The last common SQL command, SELECT, enables you to view the data in the database. This action is by far the most common action performed in SQL. While data entry and modifications do happen on occasion, most databases spend the vast majority of their lives serving up data for reading. The general form of the SELECT statement is as follows:

SELECT column1, column2, ..., columnN 
FROM table1, table2, ..., tableN
[WHERE clause]

This syntax is certainly the most common way to retrieve data from any SQL database. The SELECT statement enables you to identify the columns you want from one or more tables. The WHERE clause identifies the rows with the data you seek.

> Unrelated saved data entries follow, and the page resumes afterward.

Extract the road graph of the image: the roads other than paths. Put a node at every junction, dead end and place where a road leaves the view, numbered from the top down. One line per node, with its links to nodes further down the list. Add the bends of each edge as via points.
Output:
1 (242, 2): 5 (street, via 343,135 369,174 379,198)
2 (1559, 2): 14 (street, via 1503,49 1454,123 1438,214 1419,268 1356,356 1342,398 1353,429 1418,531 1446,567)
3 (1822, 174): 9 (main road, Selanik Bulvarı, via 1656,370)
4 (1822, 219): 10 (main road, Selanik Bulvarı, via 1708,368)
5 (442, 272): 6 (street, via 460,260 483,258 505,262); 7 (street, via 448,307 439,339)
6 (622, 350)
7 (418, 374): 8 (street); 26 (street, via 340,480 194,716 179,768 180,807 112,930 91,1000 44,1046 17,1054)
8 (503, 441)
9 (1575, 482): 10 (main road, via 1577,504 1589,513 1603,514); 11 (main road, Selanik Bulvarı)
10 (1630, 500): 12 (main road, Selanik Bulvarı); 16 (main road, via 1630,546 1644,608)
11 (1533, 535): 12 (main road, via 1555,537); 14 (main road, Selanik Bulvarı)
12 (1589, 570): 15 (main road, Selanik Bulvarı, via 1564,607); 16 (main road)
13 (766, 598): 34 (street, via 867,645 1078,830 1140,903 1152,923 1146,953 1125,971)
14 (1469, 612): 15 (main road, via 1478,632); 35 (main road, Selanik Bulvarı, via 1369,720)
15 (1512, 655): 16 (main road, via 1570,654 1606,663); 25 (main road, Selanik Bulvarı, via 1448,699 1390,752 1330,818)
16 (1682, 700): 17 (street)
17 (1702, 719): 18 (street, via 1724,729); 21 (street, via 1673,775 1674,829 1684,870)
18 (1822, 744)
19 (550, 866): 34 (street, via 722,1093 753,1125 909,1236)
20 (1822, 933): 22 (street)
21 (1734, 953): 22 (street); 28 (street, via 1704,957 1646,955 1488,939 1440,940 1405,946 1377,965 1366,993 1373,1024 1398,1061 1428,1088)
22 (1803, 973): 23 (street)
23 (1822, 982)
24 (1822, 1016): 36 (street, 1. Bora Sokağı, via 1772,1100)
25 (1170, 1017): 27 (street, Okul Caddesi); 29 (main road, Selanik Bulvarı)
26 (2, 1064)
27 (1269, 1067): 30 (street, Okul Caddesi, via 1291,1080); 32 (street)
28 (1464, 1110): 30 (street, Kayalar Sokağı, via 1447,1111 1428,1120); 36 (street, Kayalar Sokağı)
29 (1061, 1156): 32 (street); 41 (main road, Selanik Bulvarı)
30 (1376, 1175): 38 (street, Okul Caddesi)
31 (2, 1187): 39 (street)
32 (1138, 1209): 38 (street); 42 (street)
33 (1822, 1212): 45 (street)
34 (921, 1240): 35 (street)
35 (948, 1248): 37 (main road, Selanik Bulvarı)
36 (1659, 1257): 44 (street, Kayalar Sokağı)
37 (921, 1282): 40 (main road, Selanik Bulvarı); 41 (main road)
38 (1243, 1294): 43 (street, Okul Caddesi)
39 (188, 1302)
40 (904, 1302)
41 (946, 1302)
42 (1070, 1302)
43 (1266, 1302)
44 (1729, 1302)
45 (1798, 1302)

Of course, there are variations for performing complex and powerful queries. (We cover the full range of the SELECT syntax in Chapter 15.) The simplest form is:

SELECT 1;

This simple, though completely useless query returns a result set with a single row containing a single column with the value of 1. A more useful version of this query might be something like:

mysql> SELECT DATABASE( );
+------------+
| DATABASE( ) |
+------------+
| test       |
+------------+
1 row in set (0.01 sec)

The expression DATABASE( ) is a MySQL function that returns the name of the current database. (We will cover functions in more detail later in the chapter.) Nevertheless, you can see how simple SQL can provide a quick-and-dirty way of finding out important information.

Most of the time, however, you should use slightly more complex queries that help you pull data from a table in the database. The first part of a SELECT statement enumerates the columns you wish to retrieve. You may specify a * to say that you want to select all columns. The FROM clause specifies which tables those columns come from. The WHERE clause identifies the specific rows to be used and enables you to specify how to join two tables.

3.7.1. Joins

Joins put the "relational" in relational databases by enabling you to relate the data in one table with data in other tables. The basic form of a join is sometimes described as an inner join . Joining tables is a matter of specifying equality in columns from two tables:

SELECT book.title, author.name 
FROM author, book
WHERE book.author = author.id

This query pulls columns from two different tables where a relationship exists between rows in the two tables. Specifically, this query looks for situations in which the value of the author column in the book table matches the id value in the author table. Consider a database in which the book table looks like Table 3-3 and the author table looks like Table 3-4.

Table 3-3. A book table

ID

Title

Author

Pages

1

The Green Mile

4

894

2

Guards, Guards!

2

302

3

Imzadi

3

354

4

Gold

1

405

5

Howling Mad

3

294

Table 3-4. An author table

ID

Name

Citizen

1

Isaac Asimov

US

2

Terry Pratchett

UK

3

Peter David

US

4

Stephen King

US

5

Neil Gaiman

UK

An inner join creates a virtual table by combining the fields of both tables for rows that satisfy the query in both tables. In our example, the query specifies that the author field of the book table must be identical to the id field of the author table. The query's result would look like Table 3-5.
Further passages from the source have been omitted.